DATA START

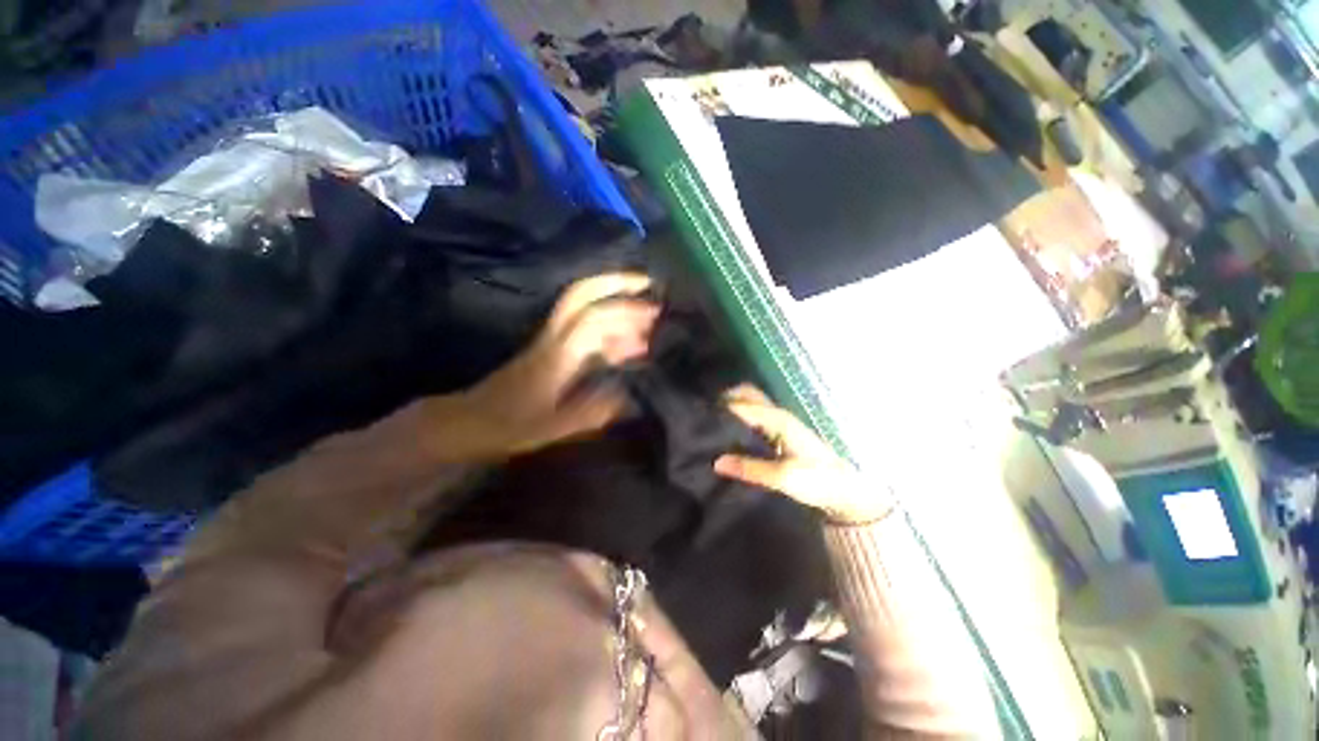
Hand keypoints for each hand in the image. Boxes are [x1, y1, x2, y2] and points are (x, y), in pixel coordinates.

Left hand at [455, 273, 658, 457]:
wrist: (471, 420)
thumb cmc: (510, 425)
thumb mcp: (552, 428)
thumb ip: (591, 413)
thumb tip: (629, 398)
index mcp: (557, 354)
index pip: (593, 318)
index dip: (624, 311)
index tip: (654, 315)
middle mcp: (555, 337)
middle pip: (581, 294)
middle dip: (616, 282)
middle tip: (648, 283)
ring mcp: (552, 339)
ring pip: (584, 308)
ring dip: (616, 305)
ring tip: (648, 320)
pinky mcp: (552, 348)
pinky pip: (584, 328)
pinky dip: (609, 329)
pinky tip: (626, 345)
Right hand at [714, 385, 892, 524]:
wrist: (845, 490)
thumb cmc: (818, 481)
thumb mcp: (785, 478)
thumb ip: (751, 469)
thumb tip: (717, 462)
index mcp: (777, 419)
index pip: (742, 405)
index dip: (719, 409)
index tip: (697, 418)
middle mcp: (776, 414)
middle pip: (745, 394)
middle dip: (724, 399)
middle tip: (702, 417)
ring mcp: (778, 421)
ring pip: (749, 403)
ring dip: (731, 407)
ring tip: (709, 424)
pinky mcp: (778, 431)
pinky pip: (753, 416)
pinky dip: (738, 417)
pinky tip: (726, 433)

DATA END

• **WHAT NEEDS TO BE DONE**: Among the records above, repeat exactly the line with "middle mcp: (555, 337)", the line with "middle tip: (702, 417)", and every line in between, and only those.

• **OUTPUT BELOW**:
middle mcp: (555, 337)
middle pip: (581, 294)
middle dip: (616, 282)
middle tip: (648, 283)
ring mcp: (552, 339)
ring pip: (584, 308)
ring dip: (616, 305)
ring tip: (648, 320)
pinky mcp: (552, 348)
pinky pip: (584, 328)
pinky dip: (609, 329)
pinky tip: (626, 345)
Right hand at [714, 385, 892, 524]:
wrist: (845, 490)
thumb cmc: (818, 481)
thumb mcp: (785, 478)
thumb ip: (751, 469)
thumb tip: (717, 462)
index mcp: (777, 419)
index pip: (742, 405)
index dip: (719, 409)
index tip: (697, 418)
middle mcp: (776, 414)
middle pip: (745, 394)
middle dip: (724, 399)
middle tip: (702, 417)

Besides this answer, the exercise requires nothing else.